Task item
A word-for-word copy of the records below is required.

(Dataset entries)
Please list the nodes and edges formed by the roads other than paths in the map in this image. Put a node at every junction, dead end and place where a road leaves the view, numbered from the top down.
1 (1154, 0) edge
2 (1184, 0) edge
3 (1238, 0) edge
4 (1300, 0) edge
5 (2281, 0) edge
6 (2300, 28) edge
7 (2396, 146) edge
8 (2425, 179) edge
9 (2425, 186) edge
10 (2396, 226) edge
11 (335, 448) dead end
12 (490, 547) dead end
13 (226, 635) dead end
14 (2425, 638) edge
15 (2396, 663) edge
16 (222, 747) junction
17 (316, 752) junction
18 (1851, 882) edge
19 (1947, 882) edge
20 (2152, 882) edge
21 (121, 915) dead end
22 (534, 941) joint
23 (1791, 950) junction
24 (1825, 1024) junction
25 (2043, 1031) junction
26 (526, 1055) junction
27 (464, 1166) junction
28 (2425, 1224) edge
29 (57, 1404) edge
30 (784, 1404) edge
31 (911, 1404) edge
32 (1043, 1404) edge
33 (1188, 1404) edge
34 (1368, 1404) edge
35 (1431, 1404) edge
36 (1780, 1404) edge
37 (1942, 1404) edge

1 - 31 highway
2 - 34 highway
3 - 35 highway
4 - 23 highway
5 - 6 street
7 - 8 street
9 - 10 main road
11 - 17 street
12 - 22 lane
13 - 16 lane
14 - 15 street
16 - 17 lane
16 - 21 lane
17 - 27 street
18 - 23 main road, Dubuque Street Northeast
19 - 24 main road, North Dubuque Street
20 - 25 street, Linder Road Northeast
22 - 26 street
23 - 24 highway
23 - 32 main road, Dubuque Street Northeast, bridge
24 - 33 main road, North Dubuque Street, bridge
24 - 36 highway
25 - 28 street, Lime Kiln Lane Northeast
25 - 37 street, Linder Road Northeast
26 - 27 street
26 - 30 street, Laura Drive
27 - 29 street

Answer
Please list the nodes and edges formed by the roads other than paths in the map in this image. Put a node at every junction, dead end and place where a road leaves the view, numbered from the top down.
1 (1154, 0) edge
2 (1184, 0) edge
3 (1238, 0) edge
4 (1300, 0) edge
5 (2281, 0) edge
6 (2300, 28) edge
7 (2396, 146) edge
8 (2425, 179) edge
9 (2425, 186) edge
10 (2396, 226) edge
11 (335, 448) dead end
12 (490, 547) dead end
13 (226, 635) dead end
14 (2425, 638) edge
15 (2396, 663) edge
16 (222, 747) junction
17 (316, 752) junction
18 (1851, 882) edge
19 (1947, 882) edge
20 (2152, 882) edge
21 (121, 915) dead end
22 (534, 941) joint
23 (1791, 950) junction
24 (1825, 1024) junction
25 (2043, 1031) junction
26 (526, 1055) junction
27 (464, 1166) junction
28 (2425, 1224) edge
29 (57, 1404) edge
30 (784, 1404) edge
31 (911, 1404) edge
32 (1043, 1404) edge
33 (1188, 1404) edge
34 (1368, 1404) edge
35 (1431, 1404) edge
36 (1780, 1404) edge
37 (1942, 1404) edge

1 - 31 highway
2 - 34 highway
3 - 35 highway
4 - 23 highway
5 - 6 street
7 - 8 street
9 - 10 main road
11 - 17 street
12 - 22 lane
13 - 16 lane
14 - 15 street
16 - 17 lane
16 - 21 lane
17 - 27 street
18 - 23 main road, Dubuque Street Northeast
19 - 24 main road, North Dubuque Street
20 - 25 street, Linder Road Northeast
22 - 26 street
23 - 24 highway
23 - 32 main road, Dubuque Street Northeast, bridge
24 - 33 main road, North Dubuque Street, bridge
24 - 36 highway
25 - 28 street, Lime Kiln Lane Northeast
25 - 37 street, Linder Road Northeast
26 - 27 street
26 - 30 street, Laura Drive
27 - 29 street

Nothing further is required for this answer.